• [DESCRIPTION OF THE TASK]
Print the records below exactly, with no pictures.

[Dataset entries]
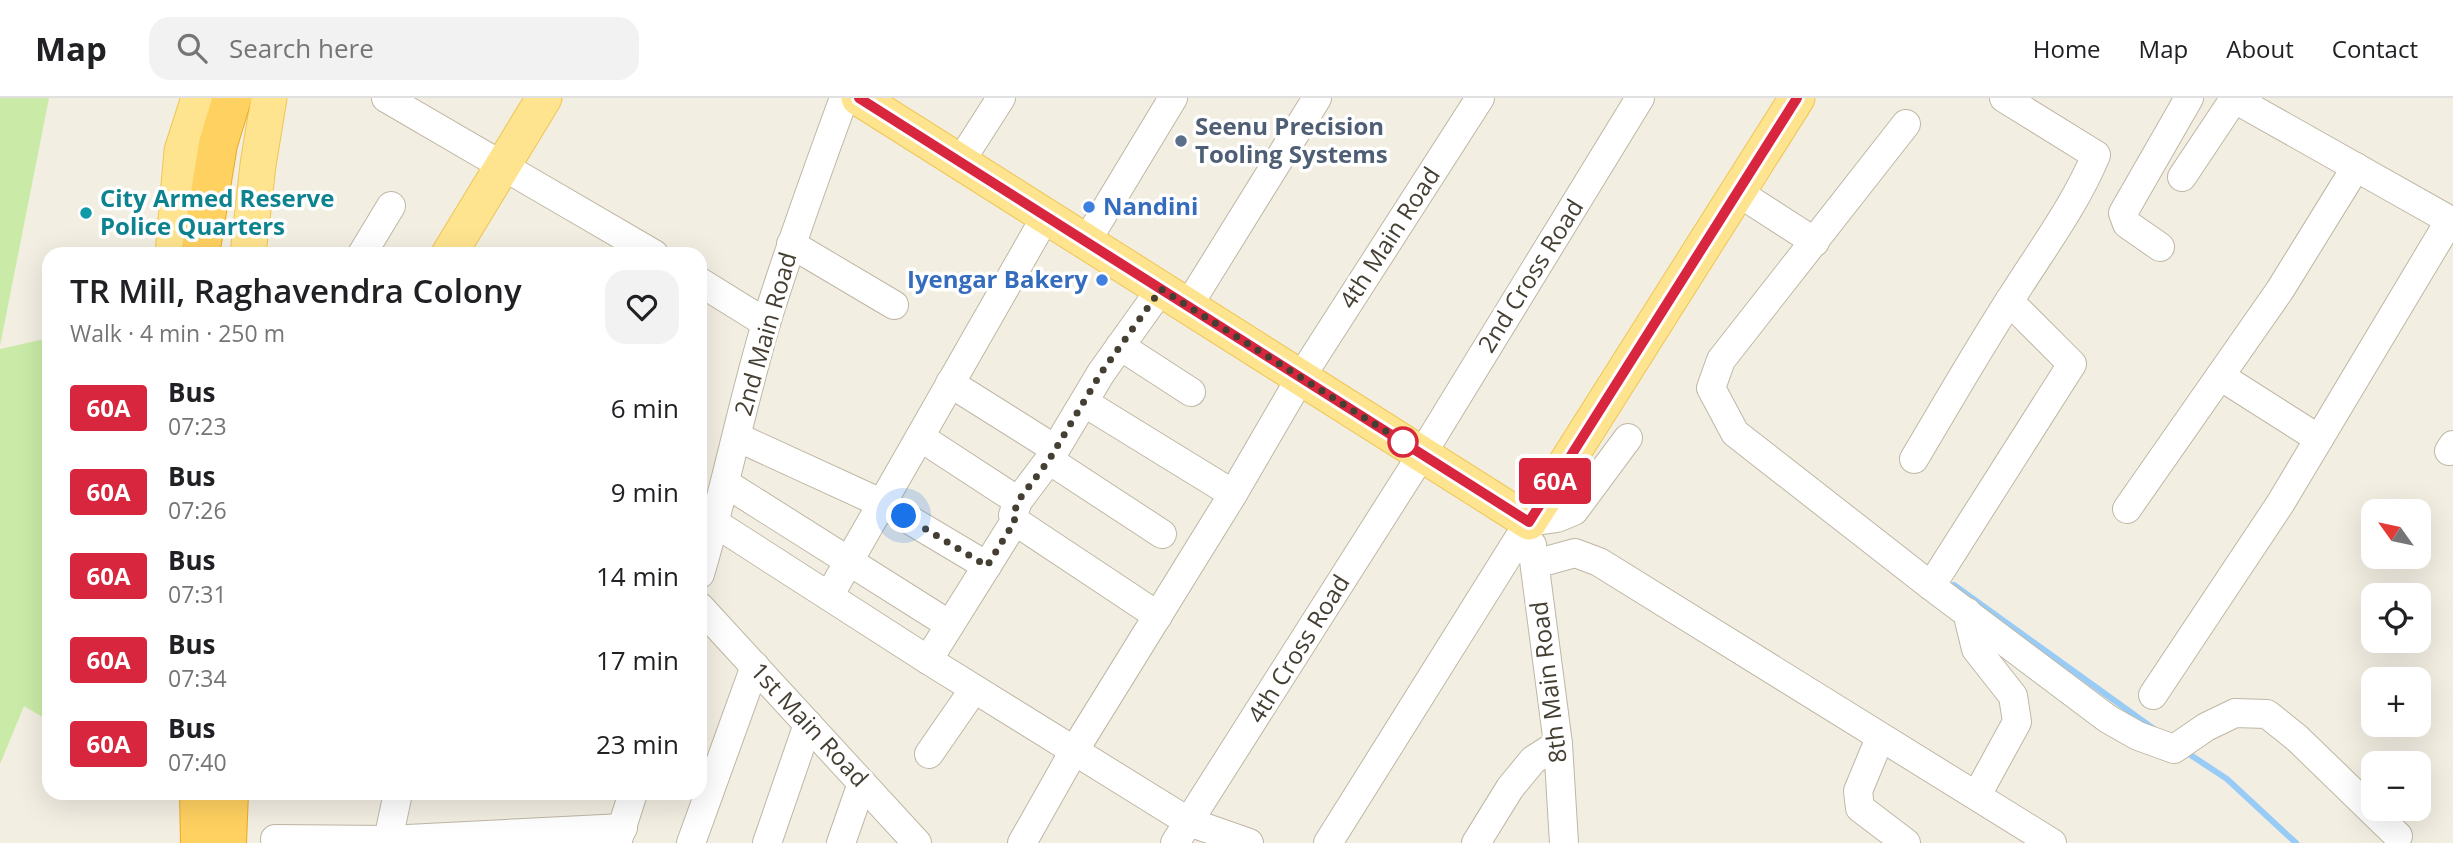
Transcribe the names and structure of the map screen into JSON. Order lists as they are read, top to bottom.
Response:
{
  "streets": {
    "street": [
      "4th Main Road",
      "2nd Cross Road",
      "2nd Main Road",
      "4th Cross Road",
      "8th Main Road",
      "1st Main Road"
    ]
  },
  "crossings": [
    ["2nd Cross Road", "4th Cross Road"]
  ],
  "places": [
    "Seenu Precision Tooling Systems",
    "Nandini",
    "City Armed Reserve Police Quarters",
    "Iyengar Bakery"
  ],
  "lines": ["bus line 60A"],
  "north": "top left",
  "page": {
    "header": "Map",
    "search": "Search here",
    "nav": [
      "Home",
      "Map",
      "About",
      "Contact"
    ],
    "on_map": "60A",
    "heading": ["TR Mill, Raghavendra Colony", "Walk · 4 min · 250 m"],
    "list": [
      {
        "mark": "60A",
        "name": "Bus",
        "note": "07:23",
        "value": "6 min"
      },
      {
        "mark": "60A",
        "name": "Bus",
        "note": "07:26",
        "value": "9 min"
      },
      {
        "mark": "60A",
        "name": "Bus",
        "note": "07:31",
        "value": "14 min"
      },
      {
        "mark": "60A",
        "name": "Bus",
        "note": "07:34",
        "value": "17 min"
      },
      {
        "mark": "60A",
        "name": "Bus",
        "note": "07:40",
        "value": "23 min"
      }
    ],
    "map_buttons": ["+", "−"]
  }
}
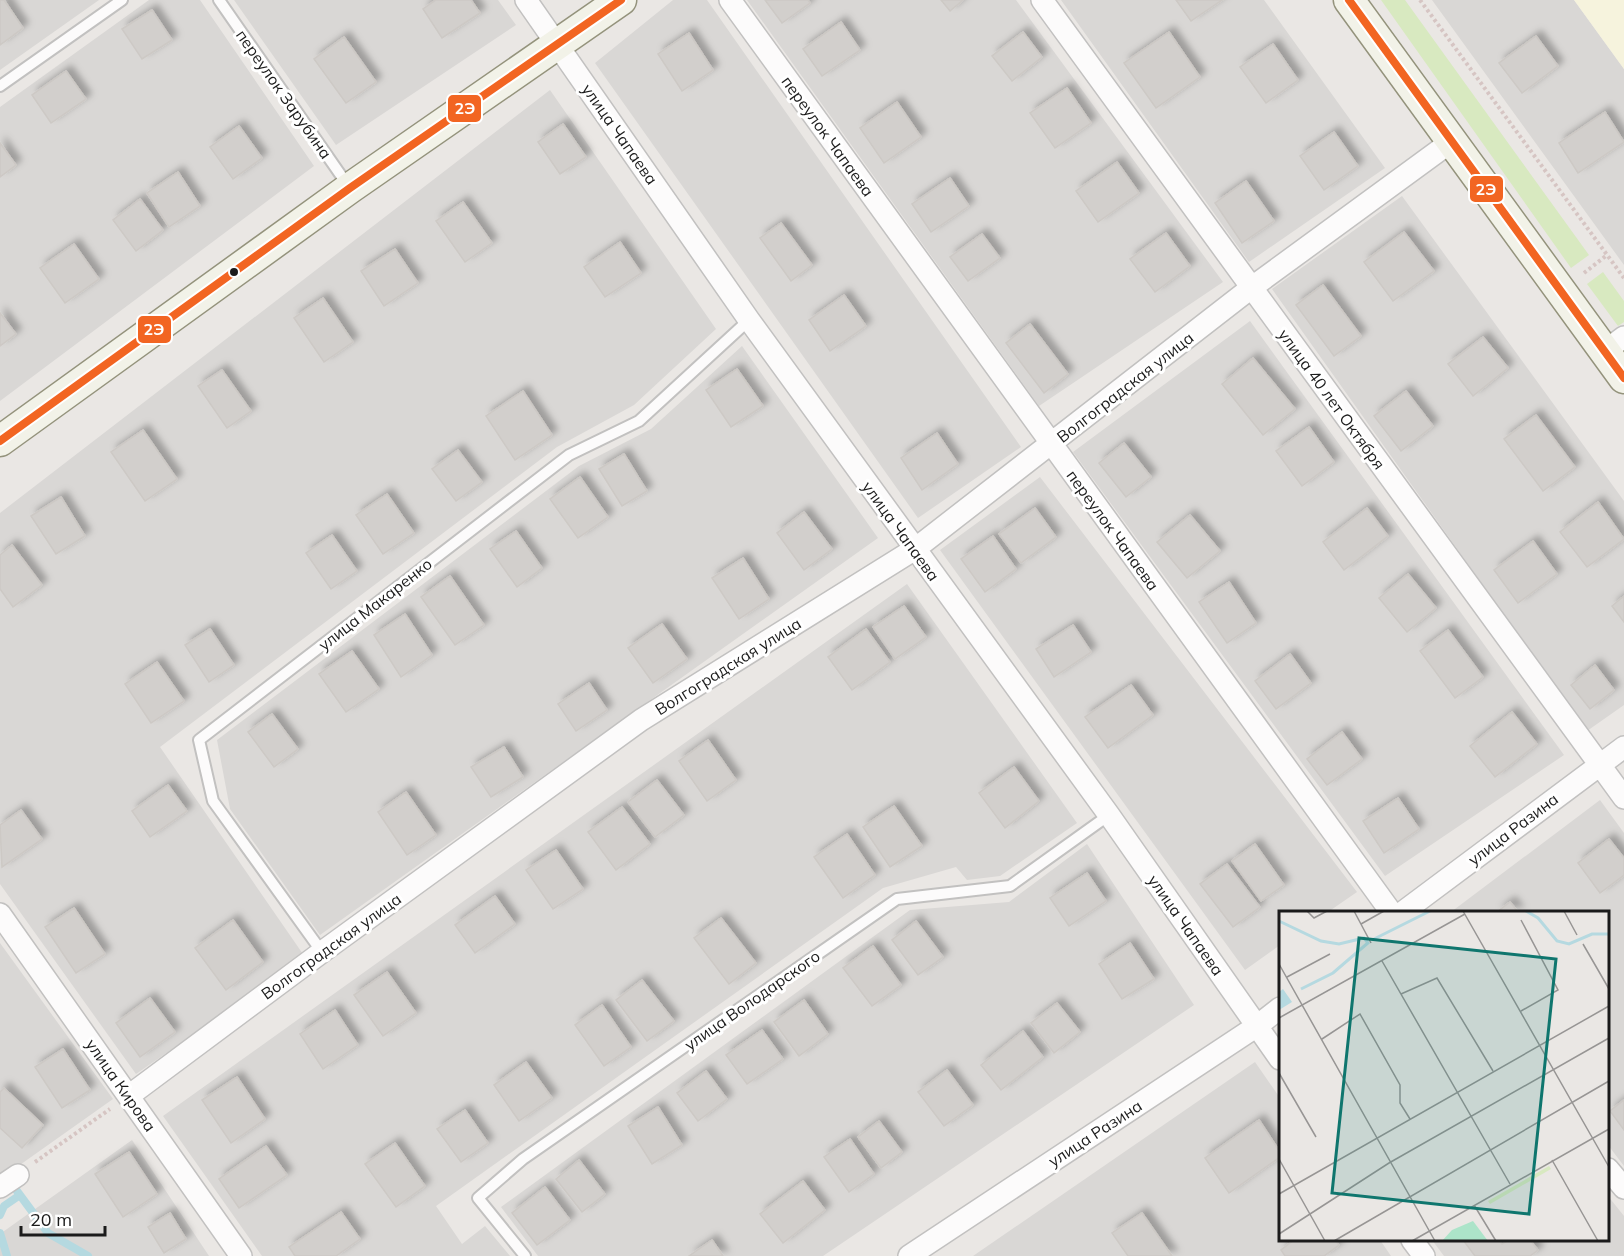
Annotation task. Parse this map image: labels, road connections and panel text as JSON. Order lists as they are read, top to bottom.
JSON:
{
  "streets": {
    "street": [
      "улица Чапаева",
      "переулок Чапаева",
      "Волгоградская улица",
      "улица 40 лет Октября",
      "улица Разина",
      "улица Кирова"
    ],
    "lane": ["переулок Зарубина", "улица Макаренко", "улица Володарского"]
  },
  "crossings": [
    ["улица Чапаева", "Волгоградская улица"],
    ["улица Чапаева", "улица Макаренко"],
    ["улица Чапаева", "улица Разина"],
    ["улица Чапаева", "улица Володарского"],
    ["переулок Чапаева", "Волгоградская улица"],
    ["Волгоградская улица", "улица 40 лет Октября"],
    ["Волгоградская улица", "улица Макаренко"],
    ["Волгоградская улица", "улица Кирова"],
    ["улица 40 лет Октября", "улица Разина"]
  ],
  "lines": ["transit line 2Э"],
  "scale_bar": "20 m"
}
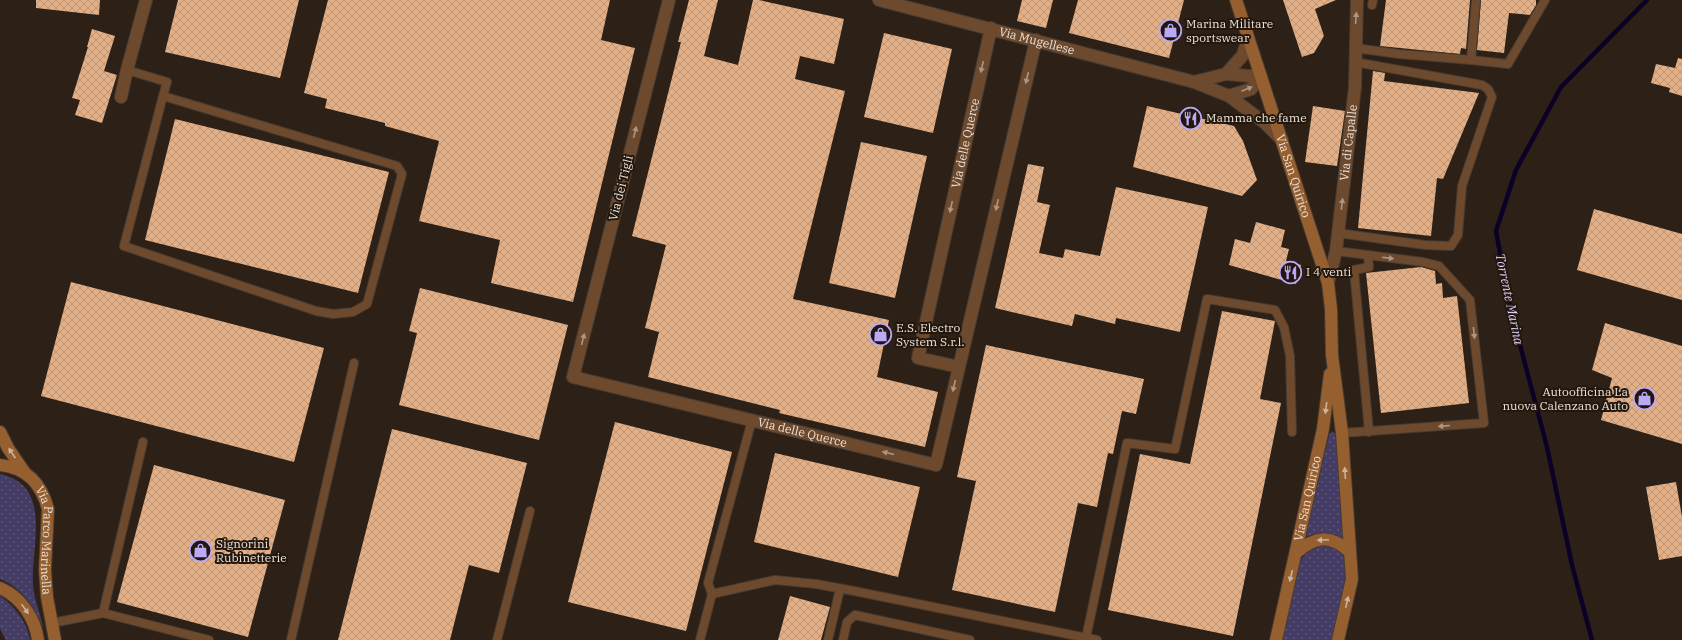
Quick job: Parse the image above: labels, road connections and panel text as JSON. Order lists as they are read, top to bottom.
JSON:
{
  "streets": {
    "street": [
      "Via Mugellese",
      "Via di Capalle",
      "Via delle Querce",
      "Via San Quirico",
      "Via dei Tigli",
      "Via Parco Marinella"
    ]
  },
  "crossings": [
    ["Via Mugellese", "Via delle Querce"],
    ["Via Mugellese", "Via San Quirico"],
    ["Via di Capalle", "Via San Quirico"],
    ["Via delle Querce", "Via dei Tigli"]
  ],
  "one_way": ["Via di Capalle", "Via dei Tigli"],
  "water": ["Torrente Marina"],
  "places": {
    "shop": [
      "Marina Militare sportswear",
      "E.S. Electro System S.r.l.",
      "Autoofficina La nuova Calenzano Auto",
      "Signorini Rubinetterie"
    ],
    "restaurant": ["Mamma che fame", "I 4 venti"]
  }
}
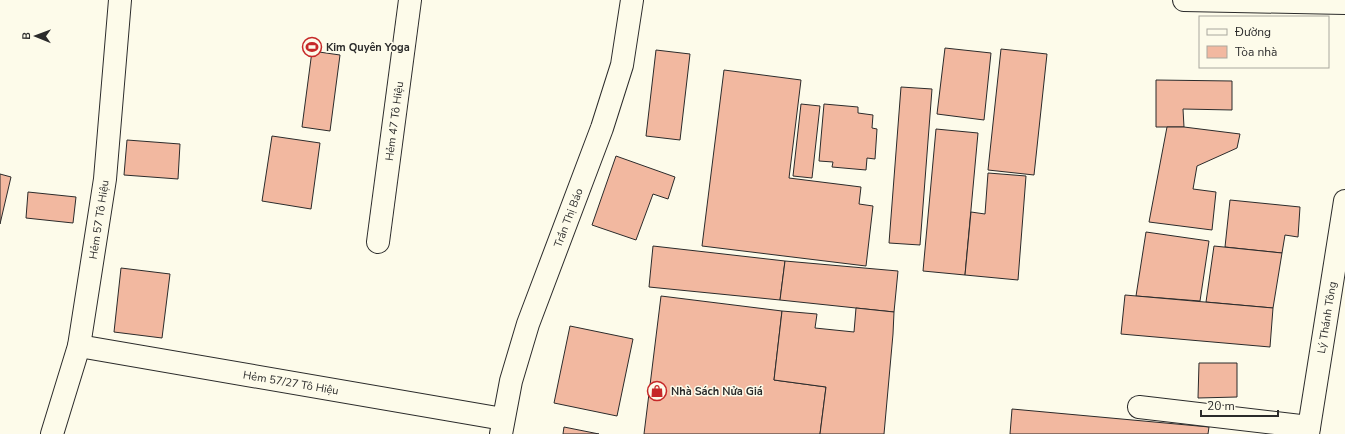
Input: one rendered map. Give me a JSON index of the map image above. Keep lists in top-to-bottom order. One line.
{"streets":{"street":["Hẻm 47 Tô Hiệu","Trần Thị Báo","Hẻm 57 Tô Hiệu","Lý Thánh Tông","Hẻm 57/27 Tô Hiệu"]},"crossings":[["Trần Thị Báo","Hẻm 57/27 Tô Hiệu"],["Hẻm 57 Tô Hiệu","Hẻm 57/27 Tô Hiệu"]],"places":{"sports":["Kim Quyên Yoga"],"shop":["Nhà Sách Nửa Giá"]},"legend":["Đường","Tòa nhà"],"scale_bar":"20 m","north":"left"}
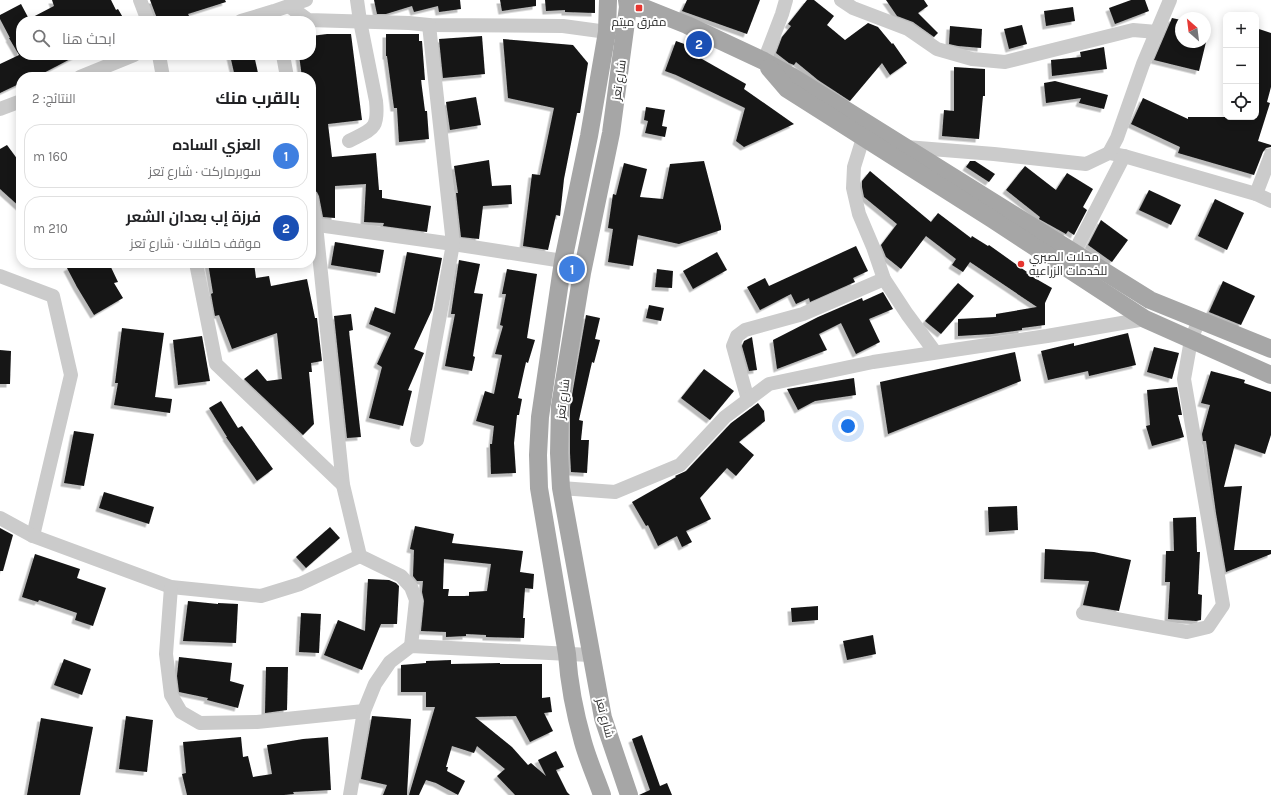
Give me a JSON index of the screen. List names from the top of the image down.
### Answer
{
  "streets": {
    "main road": ["شارع تعز"]
  },
  "places": {
    "transit": ["مفرق ميتم"],
    "other": ["محلات الصبري للخدمات الزراعيه"]
  },
  "north": "top left",
  "page": {
    "map_buttons": ["+", "−"],
    "search": "ابحث هنا",
    "pins": ["2", "1"],
    "heading": ["بالقرب منك", "النتائج: 2"],
    "list": [
      {
        "mark": "1",
        "name": "العزي الساده",
        "note": "سوبرماركت · شارع تعز",
        "value": "160 m"
      },
      {
        "mark": "2",
        "name": "فرزة إب بعدان الشعر",
        "note": "موقف حافلات · شارع تعز",
        "value": "210 m"
      }
    ]
  }
}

• [ANSWER BOX]
Transcribe the names and structure of the map screen into JSON. Order lists as they are read, top to bottom.
Response:
{
  "streets": {
    "street": [
      "4th Main Road",
      "2nd Cross Road",
      "2nd Main Road",
      "4th Cross Road",
      "8th Main Road",
      "1st Main Road"
    ]
  },
  "crossings": [
    ["2nd Cross Road", "4th Cross Road"]
  ],
  "places": [
    "Seenu Precision Tooling Systems",
    "Nandini",
    "City Armed Reserve Police Quarters",
    "Iyengar Bakery"
  ],
  "lines": ["bus line 60A"],
  "north": "top left",
  "page": {
    "header": "Map",
    "search": "Search here",
    "nav": [
      "Home",
      "Map",
      "About",
      "Contact"
    ],
    "on_map": "60A",
    "heading": ["TR Mill, Raghavendra Colony", "Walk · 4 min · 250 m"],
    "list": [
      {
        "mark": "60A",
        "name": "Bus",
        "note": "07:23",
        "value": "6 min"
      },
      {
        "mark": "60A",
        "name": "Bus",
        "note": "07:26",
        "value": "9 min"
      },
      {
        "mark": "60A",
        "name": "Bus",
        "note": "07:31",
        "value": "14 min"
      },
      {
        "mark": "60A",
        "name": "Bus",
        "note": "07:34",
        "value": "17 min"
      },
      {
        "mark": "60A",
        "name": "Bus",
        "note": "07:40",
        "value": "23 min"
      }
    ],
    "map_buttons": ["+", "−"]
  }
}
Annotation task. Parse this map image: labels, road connections and panel text as JSON. Order lists as they are read, top to bottom.
JSON:
{
  "streets": {
    "street": [
      "улица Чапаева",
      "переулок Чапаева",
      "Волгоградская улица",
      "улица 40 лет Октября",
      "улица Разина",
      "улица Кирова"
    ],
    "lane": ["переулок Зарубина", "улица Макаренко", "улица Володарского"]
  },
  "crossings": [
    ["улица Чапаева", "Волгоградская улица"],
    ["улица Чапаева", "улица Макаренко"],
    ["улица Чапаева", "улица Разина"],
    ["улица Чапаева", "улица Володарского"],
    ["переулок Чапаева", "Волгоградская улица"],
    ["Волгоградская улица", "улица 40 лет Октября"],
    ["Волгоградская улица", "улица Макаренко"],
    ["Волгоградская улица", "улица Кирова"],
    ["улица 40 лет Октября", "улица Разина"]
  ],
  "lines": ["transit line 2Э"],
  "scale_bar": "20 m"
}
Quick job: Parse the image above: labels, road connections and panel text as JSON. Order lists as they are read, top to bottom.
JSON:
{
  "streets": {
    "street": [
      "Via Mugellese",
      "Via di Capalle",
      "Via delle Querce",
      "Via San Quirico",
      "Via dei Tigli",
      "Via Parco Marinella"
    ]
  },
  "crossings": [
    ["Via Mugellese", "Via delle Querce"],
    ["Via Mugellese", "Via San Quirico"],
    ["Via di Capalle", "Via San Quirico"],
    ["Via delle Querce", "Via dei Tigli"]
  ],
  "one_way": ["Via di Capalle", "Via dei Tigli"],
  "water": ["Torrente Marina"],
  "places": {
    "shop": [
      "Marina Militare sportswear",
      "E.S. Electro System S.r.l.",
      "Autoofficina La nuova Calenzano Auto",
      "Signorini Rubinetterie"
    ],
    "restaurant": ["Mamma che fame", "I 4 venti"]
  }
}
Input: one rendered map. Give me a JSON index of the map image above. Keep lists in top-to-bottom order. One line.
{"streets":{"street":["Hẻm 47 Tô Hiệu","Trần Thị Báo","Hẻm 57 Tô Hiệu","Lý Thánh Tông","Hẻm 57/27 Tô Hiệu"]},"crossings":[["Trần Thị Báo","Hẻm 57/27 Tô Hiệu"],["Hẻm 57 Tô Hiệu","Hẻm 57/27 Tô Hiệu"]],"places":{"sports":["Kim Quyên Yoga"],"shop":["Nhà Sách Nửa Giá"]},"legend":["Đường","Tòa nhà"],"scale_bar":"20 m","north":"left"}
Give me a JSON index of the screen. List names from the top of the image down.
### Answer
{
  "streets": {
    "main road": ["شارع تعز"]
  },
  "places": {
    "transit": ["مفرق ميتم"],
    "other": ["محلات الصبري للخدمات الزراعيه"]
  },
  "north": "top left",
  "page": {
    "map_buttons": ["+", "−"],
    "search": "ابحث هنا",
    "pins": ["2", "1"],
    "heading": ["بالقرب منك", "النتائج: 2"],
    "list": [
      {
        "mark": "1",
        "name": "العزي الساده",
        "note": "سوبرماركت · شارع تعز",
        "value": "160 m"
      },
      {
        "mark": "2",
        "name": "فرزة إب بعدان الشعر",
        "note": "موقف حافلات · شارع تعز",
        "value": "210 m"
      }
    ]
  }
}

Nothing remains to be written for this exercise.